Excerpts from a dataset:
┏━━

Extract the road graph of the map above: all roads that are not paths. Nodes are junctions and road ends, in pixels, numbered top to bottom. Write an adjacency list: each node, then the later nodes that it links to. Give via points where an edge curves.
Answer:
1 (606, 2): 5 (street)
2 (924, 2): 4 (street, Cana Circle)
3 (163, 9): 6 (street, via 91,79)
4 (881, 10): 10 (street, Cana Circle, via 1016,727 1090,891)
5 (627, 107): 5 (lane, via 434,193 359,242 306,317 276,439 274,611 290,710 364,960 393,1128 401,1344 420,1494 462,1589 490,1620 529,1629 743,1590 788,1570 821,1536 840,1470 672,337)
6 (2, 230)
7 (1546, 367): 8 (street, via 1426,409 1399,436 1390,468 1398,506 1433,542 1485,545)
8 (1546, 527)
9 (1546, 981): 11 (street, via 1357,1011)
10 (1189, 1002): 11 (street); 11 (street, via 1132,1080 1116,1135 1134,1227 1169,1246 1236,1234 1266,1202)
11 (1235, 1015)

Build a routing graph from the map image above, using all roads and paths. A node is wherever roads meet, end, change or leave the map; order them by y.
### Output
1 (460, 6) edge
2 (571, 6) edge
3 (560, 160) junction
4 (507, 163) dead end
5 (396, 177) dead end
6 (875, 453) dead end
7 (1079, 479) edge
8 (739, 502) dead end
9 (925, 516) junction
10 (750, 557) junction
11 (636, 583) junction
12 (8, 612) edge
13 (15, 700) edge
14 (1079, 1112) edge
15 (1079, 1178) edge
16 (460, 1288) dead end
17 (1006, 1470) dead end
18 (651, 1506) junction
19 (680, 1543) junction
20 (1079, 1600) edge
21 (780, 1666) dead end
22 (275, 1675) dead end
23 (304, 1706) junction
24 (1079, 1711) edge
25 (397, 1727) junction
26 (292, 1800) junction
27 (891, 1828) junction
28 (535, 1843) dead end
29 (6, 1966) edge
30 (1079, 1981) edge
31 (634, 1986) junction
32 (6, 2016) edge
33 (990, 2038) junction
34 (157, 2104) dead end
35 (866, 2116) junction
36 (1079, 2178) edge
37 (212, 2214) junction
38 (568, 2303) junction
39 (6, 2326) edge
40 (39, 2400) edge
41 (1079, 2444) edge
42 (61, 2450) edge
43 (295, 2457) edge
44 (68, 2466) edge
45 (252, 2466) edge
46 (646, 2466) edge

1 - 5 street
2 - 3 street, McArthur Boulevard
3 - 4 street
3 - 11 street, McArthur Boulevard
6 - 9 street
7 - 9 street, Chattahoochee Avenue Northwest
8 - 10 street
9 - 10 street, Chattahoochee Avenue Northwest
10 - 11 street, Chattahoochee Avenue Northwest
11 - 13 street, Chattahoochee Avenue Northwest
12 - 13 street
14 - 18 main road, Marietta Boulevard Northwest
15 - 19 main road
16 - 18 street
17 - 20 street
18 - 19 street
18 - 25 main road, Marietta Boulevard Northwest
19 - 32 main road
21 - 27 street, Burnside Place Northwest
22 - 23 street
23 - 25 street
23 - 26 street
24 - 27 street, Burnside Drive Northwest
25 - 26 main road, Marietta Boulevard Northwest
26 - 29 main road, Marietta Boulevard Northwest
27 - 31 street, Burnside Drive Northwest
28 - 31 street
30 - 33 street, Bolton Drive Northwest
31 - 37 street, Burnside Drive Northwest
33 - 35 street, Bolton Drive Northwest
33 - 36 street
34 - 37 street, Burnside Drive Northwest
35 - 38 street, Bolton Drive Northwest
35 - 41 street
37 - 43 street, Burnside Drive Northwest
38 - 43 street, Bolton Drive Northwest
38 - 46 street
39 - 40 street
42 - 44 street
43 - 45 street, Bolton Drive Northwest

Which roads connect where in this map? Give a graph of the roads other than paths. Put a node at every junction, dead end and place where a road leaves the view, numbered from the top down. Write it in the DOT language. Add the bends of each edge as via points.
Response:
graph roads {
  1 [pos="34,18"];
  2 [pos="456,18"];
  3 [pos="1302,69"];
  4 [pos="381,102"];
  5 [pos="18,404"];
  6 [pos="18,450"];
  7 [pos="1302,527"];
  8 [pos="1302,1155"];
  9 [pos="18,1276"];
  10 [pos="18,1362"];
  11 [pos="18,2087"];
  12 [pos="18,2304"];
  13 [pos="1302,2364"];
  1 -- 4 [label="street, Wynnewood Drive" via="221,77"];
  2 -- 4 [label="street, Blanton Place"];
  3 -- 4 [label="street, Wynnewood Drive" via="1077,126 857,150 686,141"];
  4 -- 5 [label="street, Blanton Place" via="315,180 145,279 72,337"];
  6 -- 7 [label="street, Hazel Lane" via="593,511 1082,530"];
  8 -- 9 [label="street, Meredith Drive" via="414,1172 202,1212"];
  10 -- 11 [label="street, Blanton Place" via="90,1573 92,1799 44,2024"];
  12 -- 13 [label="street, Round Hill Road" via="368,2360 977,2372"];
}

┗━━

§ **Task to complete**
Please go through the data above and copy every line that has the word "numbered".

§ **Output**
Extract the road graph of the map above: all roads that are not paths. Nodes are junctions and road ends, in pixels, numbered top to bottom. Write an adjacency list: each node, then the later nodes that it links to. Give via points where an edge curves.
Which roads connect where in this map? Give a graph of the roads other than paths. Put a node at every junction, dead end and place where a road leaves the view, numbered from the top down. Write it in the DOT language. Add the bends of each edge as via points.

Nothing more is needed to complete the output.